Brief »
Take each line from the material below that includes the string "worn" and copy it.

Data to use »
********************

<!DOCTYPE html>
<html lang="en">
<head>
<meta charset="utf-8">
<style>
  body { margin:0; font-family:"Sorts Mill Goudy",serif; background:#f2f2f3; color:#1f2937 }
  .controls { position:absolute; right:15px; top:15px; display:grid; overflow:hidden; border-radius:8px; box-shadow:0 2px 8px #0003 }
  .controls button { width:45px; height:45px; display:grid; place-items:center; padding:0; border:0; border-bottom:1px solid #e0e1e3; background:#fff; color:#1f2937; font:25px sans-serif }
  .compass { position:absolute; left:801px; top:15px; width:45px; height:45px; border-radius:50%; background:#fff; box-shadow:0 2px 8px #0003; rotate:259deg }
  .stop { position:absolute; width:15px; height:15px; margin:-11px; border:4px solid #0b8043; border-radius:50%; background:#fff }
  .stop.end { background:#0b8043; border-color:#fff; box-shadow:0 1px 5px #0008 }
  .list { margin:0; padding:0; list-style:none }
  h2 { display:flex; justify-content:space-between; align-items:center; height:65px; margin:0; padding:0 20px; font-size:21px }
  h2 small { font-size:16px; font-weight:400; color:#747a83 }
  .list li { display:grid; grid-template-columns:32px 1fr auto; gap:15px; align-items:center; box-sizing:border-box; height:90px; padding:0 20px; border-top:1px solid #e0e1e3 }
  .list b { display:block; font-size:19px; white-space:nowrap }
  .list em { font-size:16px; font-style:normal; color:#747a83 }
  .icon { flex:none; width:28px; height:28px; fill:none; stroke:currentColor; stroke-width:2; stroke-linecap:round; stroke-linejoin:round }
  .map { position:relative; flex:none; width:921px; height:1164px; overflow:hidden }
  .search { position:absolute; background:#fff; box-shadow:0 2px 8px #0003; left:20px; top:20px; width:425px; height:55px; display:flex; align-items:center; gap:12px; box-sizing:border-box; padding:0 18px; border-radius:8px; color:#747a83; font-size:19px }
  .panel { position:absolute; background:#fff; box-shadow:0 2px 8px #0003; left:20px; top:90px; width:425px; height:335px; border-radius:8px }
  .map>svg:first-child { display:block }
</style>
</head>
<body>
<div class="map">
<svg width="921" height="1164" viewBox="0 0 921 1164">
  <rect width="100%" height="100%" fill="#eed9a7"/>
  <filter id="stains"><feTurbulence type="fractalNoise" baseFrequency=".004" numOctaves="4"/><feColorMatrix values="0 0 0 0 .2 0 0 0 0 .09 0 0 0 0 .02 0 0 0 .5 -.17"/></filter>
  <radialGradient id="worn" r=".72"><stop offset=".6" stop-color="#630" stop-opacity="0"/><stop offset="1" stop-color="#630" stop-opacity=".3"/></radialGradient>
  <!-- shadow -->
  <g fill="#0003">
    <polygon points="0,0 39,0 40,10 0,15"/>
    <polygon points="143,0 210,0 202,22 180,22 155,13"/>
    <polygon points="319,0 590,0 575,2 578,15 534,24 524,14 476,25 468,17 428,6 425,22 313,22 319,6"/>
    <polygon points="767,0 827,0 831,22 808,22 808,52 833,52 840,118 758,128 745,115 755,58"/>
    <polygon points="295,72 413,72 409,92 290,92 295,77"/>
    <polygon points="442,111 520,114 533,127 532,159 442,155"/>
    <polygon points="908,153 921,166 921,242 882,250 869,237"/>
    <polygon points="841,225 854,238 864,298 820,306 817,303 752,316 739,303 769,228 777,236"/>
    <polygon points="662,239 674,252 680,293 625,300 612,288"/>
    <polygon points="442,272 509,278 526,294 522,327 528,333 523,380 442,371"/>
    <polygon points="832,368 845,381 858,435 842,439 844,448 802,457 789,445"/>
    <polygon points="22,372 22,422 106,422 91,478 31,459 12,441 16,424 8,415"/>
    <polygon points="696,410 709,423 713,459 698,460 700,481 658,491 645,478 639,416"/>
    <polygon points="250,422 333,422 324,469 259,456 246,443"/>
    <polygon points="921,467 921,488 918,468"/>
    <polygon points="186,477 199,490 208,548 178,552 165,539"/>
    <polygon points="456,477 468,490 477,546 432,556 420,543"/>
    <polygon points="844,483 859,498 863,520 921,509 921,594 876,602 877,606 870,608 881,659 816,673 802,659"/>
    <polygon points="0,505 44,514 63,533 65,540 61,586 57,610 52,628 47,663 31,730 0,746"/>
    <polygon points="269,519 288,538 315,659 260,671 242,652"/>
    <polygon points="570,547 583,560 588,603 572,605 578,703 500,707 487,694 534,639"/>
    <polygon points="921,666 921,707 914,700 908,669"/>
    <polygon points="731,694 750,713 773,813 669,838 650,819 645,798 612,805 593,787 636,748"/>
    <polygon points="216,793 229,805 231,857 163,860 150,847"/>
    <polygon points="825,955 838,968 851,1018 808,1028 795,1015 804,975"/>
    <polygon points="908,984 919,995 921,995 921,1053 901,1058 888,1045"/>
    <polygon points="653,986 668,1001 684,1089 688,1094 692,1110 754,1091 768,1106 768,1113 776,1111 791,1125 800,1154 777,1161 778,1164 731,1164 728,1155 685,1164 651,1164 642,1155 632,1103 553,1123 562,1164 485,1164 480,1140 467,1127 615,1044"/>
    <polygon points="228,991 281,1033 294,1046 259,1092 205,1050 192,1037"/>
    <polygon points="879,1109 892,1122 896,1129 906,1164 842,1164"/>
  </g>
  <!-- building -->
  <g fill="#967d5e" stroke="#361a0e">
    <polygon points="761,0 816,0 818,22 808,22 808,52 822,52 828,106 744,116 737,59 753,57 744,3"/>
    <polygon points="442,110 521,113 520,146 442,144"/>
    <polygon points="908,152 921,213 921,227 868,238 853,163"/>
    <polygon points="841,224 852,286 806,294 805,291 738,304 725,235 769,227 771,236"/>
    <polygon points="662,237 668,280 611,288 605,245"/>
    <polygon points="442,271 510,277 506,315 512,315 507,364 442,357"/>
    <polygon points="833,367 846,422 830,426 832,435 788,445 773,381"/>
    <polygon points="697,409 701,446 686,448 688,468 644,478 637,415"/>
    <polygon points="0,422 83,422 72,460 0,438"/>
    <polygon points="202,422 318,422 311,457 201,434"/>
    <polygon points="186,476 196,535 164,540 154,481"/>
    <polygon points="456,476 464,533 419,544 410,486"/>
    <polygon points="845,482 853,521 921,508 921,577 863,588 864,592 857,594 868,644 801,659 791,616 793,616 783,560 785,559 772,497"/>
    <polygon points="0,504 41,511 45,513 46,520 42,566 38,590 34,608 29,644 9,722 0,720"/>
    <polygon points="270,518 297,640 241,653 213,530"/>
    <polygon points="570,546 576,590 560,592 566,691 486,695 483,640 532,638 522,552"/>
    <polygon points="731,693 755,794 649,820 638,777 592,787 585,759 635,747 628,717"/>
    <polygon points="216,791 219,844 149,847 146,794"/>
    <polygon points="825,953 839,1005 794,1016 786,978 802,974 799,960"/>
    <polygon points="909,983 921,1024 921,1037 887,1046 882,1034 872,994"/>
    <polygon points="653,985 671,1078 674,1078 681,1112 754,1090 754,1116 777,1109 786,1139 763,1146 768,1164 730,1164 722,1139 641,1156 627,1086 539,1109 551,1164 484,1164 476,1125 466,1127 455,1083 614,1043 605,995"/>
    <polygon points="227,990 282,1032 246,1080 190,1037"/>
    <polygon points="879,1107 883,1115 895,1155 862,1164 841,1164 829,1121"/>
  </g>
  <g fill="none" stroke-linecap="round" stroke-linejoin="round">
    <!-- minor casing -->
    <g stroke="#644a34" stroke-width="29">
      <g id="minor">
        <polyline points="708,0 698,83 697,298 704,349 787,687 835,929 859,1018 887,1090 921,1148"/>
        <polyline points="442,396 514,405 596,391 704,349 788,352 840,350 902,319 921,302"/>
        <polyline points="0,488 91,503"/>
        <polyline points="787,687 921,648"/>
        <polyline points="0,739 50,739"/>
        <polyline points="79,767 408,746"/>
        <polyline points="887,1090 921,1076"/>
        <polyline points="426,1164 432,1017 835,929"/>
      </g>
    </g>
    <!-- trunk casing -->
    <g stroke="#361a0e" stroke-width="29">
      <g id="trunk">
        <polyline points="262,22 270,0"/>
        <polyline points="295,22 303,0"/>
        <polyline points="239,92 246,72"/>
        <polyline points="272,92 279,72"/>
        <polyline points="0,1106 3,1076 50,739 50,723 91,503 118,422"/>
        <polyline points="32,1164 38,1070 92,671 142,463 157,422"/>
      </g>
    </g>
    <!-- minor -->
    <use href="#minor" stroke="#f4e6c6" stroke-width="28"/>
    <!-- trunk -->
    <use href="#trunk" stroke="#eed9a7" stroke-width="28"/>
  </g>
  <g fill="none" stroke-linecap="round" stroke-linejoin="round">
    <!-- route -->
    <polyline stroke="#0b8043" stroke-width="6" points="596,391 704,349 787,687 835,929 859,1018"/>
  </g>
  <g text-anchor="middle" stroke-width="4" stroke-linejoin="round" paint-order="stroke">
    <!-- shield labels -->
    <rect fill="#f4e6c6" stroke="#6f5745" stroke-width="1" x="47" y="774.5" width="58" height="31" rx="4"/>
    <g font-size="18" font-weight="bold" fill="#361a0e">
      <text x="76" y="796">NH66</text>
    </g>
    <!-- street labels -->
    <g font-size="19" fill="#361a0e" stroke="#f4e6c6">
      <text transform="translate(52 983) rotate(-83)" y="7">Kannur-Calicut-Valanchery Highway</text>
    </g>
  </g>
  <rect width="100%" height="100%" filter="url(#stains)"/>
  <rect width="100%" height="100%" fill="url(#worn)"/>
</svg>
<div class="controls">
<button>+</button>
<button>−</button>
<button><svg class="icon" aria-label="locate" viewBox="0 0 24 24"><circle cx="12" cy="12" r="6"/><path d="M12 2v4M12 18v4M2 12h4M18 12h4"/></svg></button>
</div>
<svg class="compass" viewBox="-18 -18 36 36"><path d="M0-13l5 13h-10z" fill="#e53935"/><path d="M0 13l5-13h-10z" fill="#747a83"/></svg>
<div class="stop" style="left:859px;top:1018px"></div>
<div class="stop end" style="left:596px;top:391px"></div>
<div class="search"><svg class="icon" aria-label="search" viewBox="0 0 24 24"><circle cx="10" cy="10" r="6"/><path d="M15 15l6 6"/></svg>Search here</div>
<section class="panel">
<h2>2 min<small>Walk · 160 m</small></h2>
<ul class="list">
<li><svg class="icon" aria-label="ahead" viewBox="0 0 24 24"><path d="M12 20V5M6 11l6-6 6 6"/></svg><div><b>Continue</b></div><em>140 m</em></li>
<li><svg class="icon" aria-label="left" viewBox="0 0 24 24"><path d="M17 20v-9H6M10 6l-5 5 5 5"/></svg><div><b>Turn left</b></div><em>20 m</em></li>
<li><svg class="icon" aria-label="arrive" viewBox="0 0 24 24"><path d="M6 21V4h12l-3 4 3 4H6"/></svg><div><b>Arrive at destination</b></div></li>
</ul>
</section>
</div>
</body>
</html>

********************

Answer to the problem »
  <radialGradient id="worn" r=".72"><stop offset=".6" stop-color="#630" stop-opacity="0"/><stop offset="1" stop-color="#630" stop-opacity=".3"/></radialGradient>
  <rect width="100%" height="100%" fill="url(#worn)"/>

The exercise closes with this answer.